— Try it —
Render every entry exactly as it appears.

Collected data
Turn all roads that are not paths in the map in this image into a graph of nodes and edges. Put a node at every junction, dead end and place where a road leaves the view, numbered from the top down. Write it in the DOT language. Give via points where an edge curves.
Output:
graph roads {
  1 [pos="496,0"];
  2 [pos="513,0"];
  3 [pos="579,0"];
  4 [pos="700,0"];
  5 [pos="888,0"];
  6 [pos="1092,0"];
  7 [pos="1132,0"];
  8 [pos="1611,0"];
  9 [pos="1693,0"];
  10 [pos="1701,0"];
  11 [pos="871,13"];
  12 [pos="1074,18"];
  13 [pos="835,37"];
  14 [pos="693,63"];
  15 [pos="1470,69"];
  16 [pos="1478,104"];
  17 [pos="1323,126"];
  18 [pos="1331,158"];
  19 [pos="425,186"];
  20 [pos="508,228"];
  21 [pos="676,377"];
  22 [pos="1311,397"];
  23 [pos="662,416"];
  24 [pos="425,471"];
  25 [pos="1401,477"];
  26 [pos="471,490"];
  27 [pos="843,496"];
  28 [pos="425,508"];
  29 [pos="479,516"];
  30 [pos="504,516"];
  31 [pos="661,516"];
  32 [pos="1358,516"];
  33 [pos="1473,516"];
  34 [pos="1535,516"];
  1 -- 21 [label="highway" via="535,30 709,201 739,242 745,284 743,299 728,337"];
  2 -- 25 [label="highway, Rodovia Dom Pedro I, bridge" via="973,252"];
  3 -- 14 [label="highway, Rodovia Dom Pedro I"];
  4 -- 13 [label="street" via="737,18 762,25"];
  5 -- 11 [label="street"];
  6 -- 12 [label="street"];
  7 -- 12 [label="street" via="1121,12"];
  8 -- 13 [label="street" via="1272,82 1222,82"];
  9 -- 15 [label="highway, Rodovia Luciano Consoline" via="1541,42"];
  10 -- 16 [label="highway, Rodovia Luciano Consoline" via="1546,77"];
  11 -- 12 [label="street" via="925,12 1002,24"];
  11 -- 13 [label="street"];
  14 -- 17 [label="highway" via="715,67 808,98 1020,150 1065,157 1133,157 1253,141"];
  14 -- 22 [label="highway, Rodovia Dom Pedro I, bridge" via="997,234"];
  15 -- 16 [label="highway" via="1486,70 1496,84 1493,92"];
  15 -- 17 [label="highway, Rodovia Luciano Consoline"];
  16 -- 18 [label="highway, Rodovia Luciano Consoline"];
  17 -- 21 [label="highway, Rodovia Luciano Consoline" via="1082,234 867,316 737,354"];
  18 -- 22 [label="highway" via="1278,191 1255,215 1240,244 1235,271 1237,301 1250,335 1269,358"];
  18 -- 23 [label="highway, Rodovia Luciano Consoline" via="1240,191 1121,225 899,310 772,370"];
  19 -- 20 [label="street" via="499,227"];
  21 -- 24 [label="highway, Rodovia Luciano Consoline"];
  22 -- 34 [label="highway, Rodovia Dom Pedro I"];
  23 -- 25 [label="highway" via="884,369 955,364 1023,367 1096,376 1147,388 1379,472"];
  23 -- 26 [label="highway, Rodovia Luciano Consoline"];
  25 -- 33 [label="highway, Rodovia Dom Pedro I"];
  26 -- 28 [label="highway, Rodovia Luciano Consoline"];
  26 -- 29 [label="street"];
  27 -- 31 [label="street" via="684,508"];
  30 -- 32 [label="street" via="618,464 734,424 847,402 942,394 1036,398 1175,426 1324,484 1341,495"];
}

— Answer space —
Turn all roads that are not paths in the map in this image into a graph of nodes and edges. Put a node at every junction, dead end and place where a road leaves the view, numbered from the top down. Write it in the DOT language. Give via points where an edge curves.
Output:
graph roads {
  1 [pos="496,0"];
  2 [pos="513,0"];
  3 [pos="579,0"];
  4 [pos="700,0"];
  5 [pos="888,0"];
  6 [pos="1092,0"];
  7 [pos="1132,0"];
  8 [pos="1611,0"];
  9 [pos="1693,0"];
  10 [pos="1701,0"];
  11 [pos="871,13"];
  12 [pos="1074,18"];
  13 [pos="835,37"];
  14 [pos="693,63"];
  15 [pos="1470,69"];
  16 [pos="1478,104"];
  17 [pos="1323,126"];
  18 [pos="1331,158"];
  19 [pos="425,186"];
  20 [pos="508,228"];
  21 [pos="676,377"];
  22 [pos="1311,397"];
  23 [pos="662,416"];
  24 [pos="425,471"];
  25 [pos="1401,477"];
  26 [pos="471,490"];
  27 [pos="843,496"];
  28 [pos="425,508"];
  29 [pos="479,516"];
  30 [pos="504,516"];
  31 [pos="661,516"];
  32 [pos="1358,516"];
  33 [pos="1473,516"];
  34 [pos="1535,516"];
  1 -- 21 [label="highway" via="535,30 709,201 739,242 745,284 743,299 728,337"];
  2 -- 25 [label="highway, Rodovia Dom Pedro I, bridge" via="973,252"];
  3 -- 14 [label="highway, Rodovia Dom Pedro I"];
  4 -- 13 [label="street" via="737,18 762,25"];
  5 -- 11 [label="street"];
  6 -- 12 [label="street"];
  7 -- 12 [label="street" via="1121,12"];
  8 -- 13 [label="street" via="1272,82 1222,82"];
  9 -- 15 [label="highway, Rodovia Luciano Consoline" via="1541,42"];
  10 -- 16 [label="highway, Rodovia Luciano Consoline" via="1546,77"];
  11 -- 12 [label="street" via="925,12 1002,24"];
  11 -- 13 [label="street"];
  14 -- 17 [label="highway" via="715,67 808,98 1020,150 1065,157 1133,157 1253,141"];
  14 -- 22 [label="highway, Rodovia Dom Pedro I, bridge" via="997,234"];
  15 -- 16 [label="highway" via="1486,70 1496,84 1493,92"];
  15 -- 17 [label="highway, Rodovia Luciano Consoline"];
  16 -- 18 [label="highway, Rodovia Luciano Consoline"];
  17 -- 21 [label="highway, Rodovia Luciano Consoline" via="1082,234 867,316 737,354"];
  18 -- 22 [label="highway" via="1278,191 1255,215 1240,244 1235,271 1237,301 1250,335 1269,358"];
  18 -- 23 [label="highway, Rodovia Luciano Consoline" via="1240,191 1121,225 899,310 772,370"];
  19 -- 20 [label="street" via="499,227"];
  21 -- 24 [label="highway, Rodovia Luciano Consoline"];
  22 -- 34 [label="highway, Rodovia Dom Pedro I"];
  23 -- 25 [label="highway" via="884,369 955,364 1023,367 1096,376 1147,388 1379,472"];
  23 -- 26 [label="highway, Rodovia Luciano Consoline"];
  25 -- 33 [label="highway, Rodovia Dom Pedro I"];
  26 -- 28 [label="highway, Rodovia Luciano Consoline"];
  26 -- 29 [label="street"];
  27 -- 31 [label="street" via="684,508"];
  30 -- 32 [label="street" via="618,464 734,424 847,402 942,394 1036,398 1175,426 1324,484 1341,495"];
}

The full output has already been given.